Puigdemont Has Five Options to Respond to Threat of Spanish Rule

Carles Puigdemont Mariano Rajoy
Catalan president Carles Puigdemont listens to Spanish prime minister Mariano Rajoy giving a speech in Barcelona, August 18 (La Moncloa)

Catalan president Carles Puigdemont has five options to respond to the threat of direct rule from Madrid:

  1. Accept the suspension of home rule and step down: Unlikely. Puigdemont has staked his reputation and his career on advancing the independence cause.
  2. Refuse to step down, but call on other public officials to obey: Also unlikely. When Spain’s Constitutional Court ruled the October 1 referendum illegal, Puigdemont encouraged civil servants to organize the vote anyway.

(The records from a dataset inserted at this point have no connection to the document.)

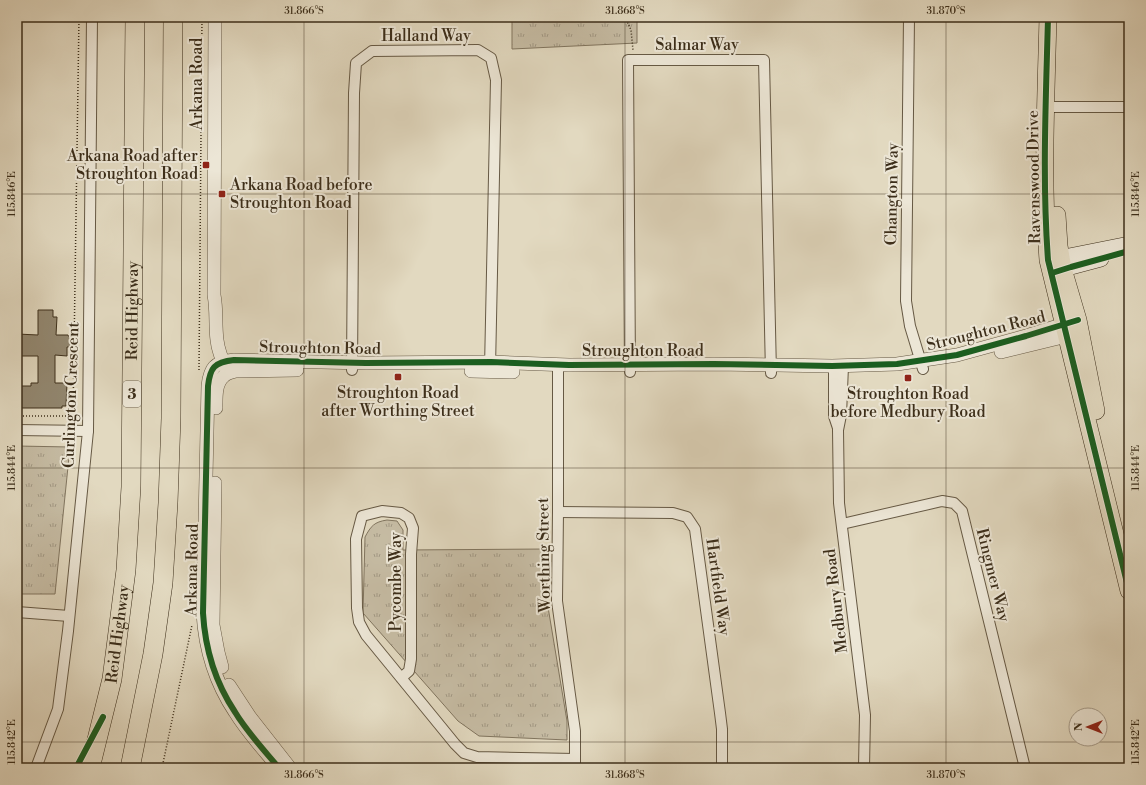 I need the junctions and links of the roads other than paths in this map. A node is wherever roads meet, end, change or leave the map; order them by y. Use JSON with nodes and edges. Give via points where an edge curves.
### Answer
{"nodes":[{"id":1,"x":92,"y":17,"type":"edge"},
{"id":2,"x":135,"y":17,"type":"edge"},
{"id":3,"x":173,"y":17,"type":"edge"},
{"id":4,"x":214,"y":17,"type":"edge"},
{"id":5,"x":909,"y":17,"type":"edge"},
{"id":6,"x":1048,"y":17,"type":"edge"},
{"id":7,"x":1058,"y":17,"type":"edge"},
{"id":8,"x":1051,"y":107,"type":"junction"},
{"id":9,"x":1129,"y":107,"type":"edge"},
{"id":10,"x":1129,"y":244,"type":"edge"},
{"id":11,"x":1129,"y":251,"type":"edge"},
{"id":12,"x":1056,"y":265,"type":"junction"},
{"id":13,"x":1072,"y":328,"type":"junction"},
{"id":14,"x":922,"y":365,"type":"junction"},
{"id":15,"x":352,"y":366,"type":"junction"},
{"id":16,"x":490,"y":367,"type":"junction"},
{"id":17,"x":630,"y":368,"type":"junction"},
{"id":18,"x":558,"y":369,"type":"junction"},
{"id":19,"x":771,"y":369,"type":"junction"},
{"id":20,"x":838,"y":370,"type":"junction"},
{"id":21,"x":217,"y":371,"type":"junction"},
{"id":22,"x":17,"y":430,"type":"edge"},
{"id":23,"x":88,"y":431,"type":"junction"},
{"id":24,"x":558,"y":512,"type":"junction"},
{"id":25,"x":842,"y":524,"type":"junction"},
{"id":26,"x":1129,"y":553,"type":"edge"},
{"id":27,"x":1128,"y":587,"type":"edge"},
{"id":28,"x":17,"y":612,"type":"edge"},
{"id":29,"x":69,"y":616,"type":"junction"},
{"id":30,"x":402,"y":678,"type":"junction"},
{"id":31,"x":575,"y":763,"type":"edge"},
{"id":32,"x":36,"y":768,"type":"edge"},
{"id":33,"x":90,"y":768,"type":"edge"},
{"id":34,"x":130,"y":768,"type":"edge"},
{"id":35,"x":279,"y":768,"type":"edge"},
{"id":36,"x":290,"y":768,"type":"edge"},
{"id":37,"x":722,"y":768,"type":"edge"},
{"id":38,"x":864,"y":768,"type":"edge"},
{"id":39,"x":1025,"y":768,"type":"edge"}],
"edges":[{"from":1,"to":23,"type":"street","name":"Curlington Crescent"},
{"from":2,"to":33,"type":"highway","name":"Reid Highway","number":"3","via":[[131,487],[126,570],[112,679]]},
{"from":3,"to":34,"type":"highway","via":[[171,418],[168,503],[163,583],[153,654]]},
{"from":4,"to":21,"type":"street","name":"Arkana Road","via":[[214,295],[210,306],[210,332]]},
{"from":5,"to":14,"type":"street","name":"Changton Way","via":[[906,301],[910,326]]},
{"from":6,"to":8,"type":"main road","name":"Ravenswood Drive"},
{"from":7,"to":8,"type":"main road","name":"Ravenswood Drive"},
{"from":8,"to":9,"type":"street"},
{"from":8,"to":12,"type":"main road","name":"Ravenswood Drive","via":[[1046,225]]},
{"from":10,"to":12,"type":"main road"},
{"from":11,"to":12,"type":"main road"},
{"from":12,"to":13,"type":"main road","name":"Ravenswood Drive"},
{"from":13,"to":14,"type":"street","name":"Stroughton Road","via":[[950,364]]},
{"from":13,"to":26,"type":"main road","name":"Ravenswood Drive"},
{"from":13,"to":27,"type":"main road","name":"Ravenswood Drive"},
{"from":14,"to":20,"type":"street","name":"Stroughton Road","via":[[882,373]]},
{"from":15,"to":16,"type":"street","name":"Stroughton Road"},
{"from":15,"to":16,"type":"street","name":"Halland Way","via":[[356,63],[372,51],[478,50],[490,58],[496,80]]},
{"from":15,"to":21,"type":"street","name":"Stroughton Road"},
{"from":16,"to":18,"type":"street","name":"Stroughton Road"},
{"from":17,"to":18,"type":"street","name":"Stroughton Road"},
{"from":17,"to":19,"type":"street","name":"Stroughton Road"},
{"from":17,"to":19,"type":"street","name":"Salmar Way","via":[[628,60],[764,60]]},
{"from":18,"to":24,"type":"street","name":"Worthing Street"},
{"from":19,"to":20,"type":"street","name":"Stroughton Road"},
{"from":20,"to":25,"type":"street","name":"Medbury Road","via":[[841,415],[838,430],[839,503]]},
{"from":21,"to":35,"type":"street","name":"Arkana Road","via":[[208,386],[204,626],[214,669],[226,697],[242,722]]},
{"from":21,"to":36,"type":"street","name":"Arkana Road","via":[[219,383],[216,391],[212,617],[215,639],[223,671],[235,695]]},
{"from":22,"to":23,"type":"street"},
{"from":23,"to":29,"type":"street","name":"Curlington Crescent"},
{"from":24,"to":31,"type":"street","name":"Worthing Street","via":[[557,601],[575,731]]},
{"from":24,"to":37,"type":"street","name":"Hartfield Way","via":[[673,513],[687,517],[695,529],[722,729]]},
{"from":25,"to":38,"type":"street","name":"Medbury Road","via":[[865,714]]},
{"from":25,"to":39,"type":"street","name":"Ringmer Way","via":[[942,501],[954,503],[962,511]]},
{"from":28,"to":29,"type":"street"},
{"from":29,"to":32,"type":"street","name":"Curlington Crescent","via":[[58,710]]},
{"from":30,"to":30,"type":"street","name":"Pycombe Way","via":[[408,671],[411,660],[413,528],[409,518],[402,513],[382,511],[362,516],[356,539],[357,608],[366,635]]},
{"from":30,"to":31,"type":"street","name":"Pycombe Way","via":[[464,753],[477,757]]}]}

  3. Call on Catalan institutions, including the regional police, to resist Spanish intervention: More likely, although it would raise the chance of (violent) confrontation.

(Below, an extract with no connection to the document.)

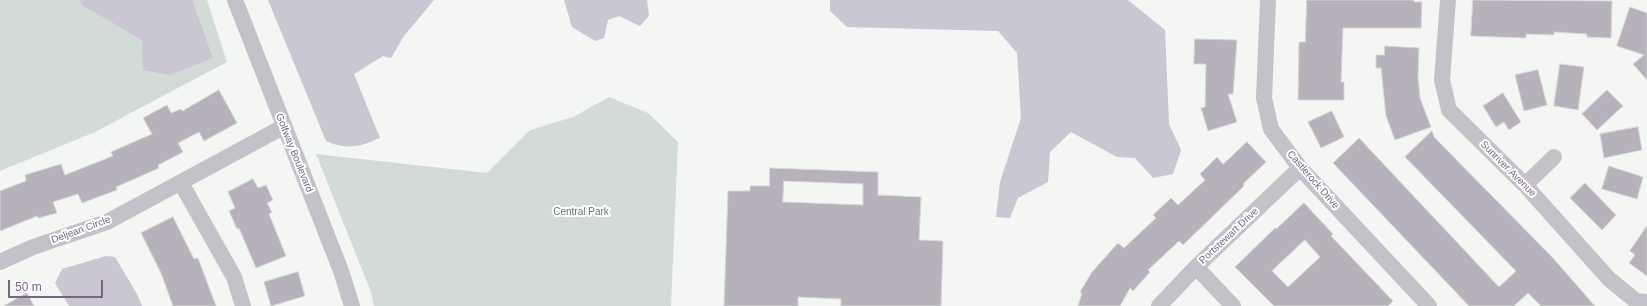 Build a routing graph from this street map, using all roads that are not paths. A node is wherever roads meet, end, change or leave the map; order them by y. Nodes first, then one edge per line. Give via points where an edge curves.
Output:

  4. Call snap elections: Probably the wisest choice as it might convince Prime Minister Mariano Rajoy not to revoke Catalonia’s self-government after all.
  5. Declare independence: Risky, but not unthinkable. Puigdemont has already claimed the October 1 referendum — in which 43 percent of voters turned out and 92 percent backed independence — as a mandate to break away from Spain.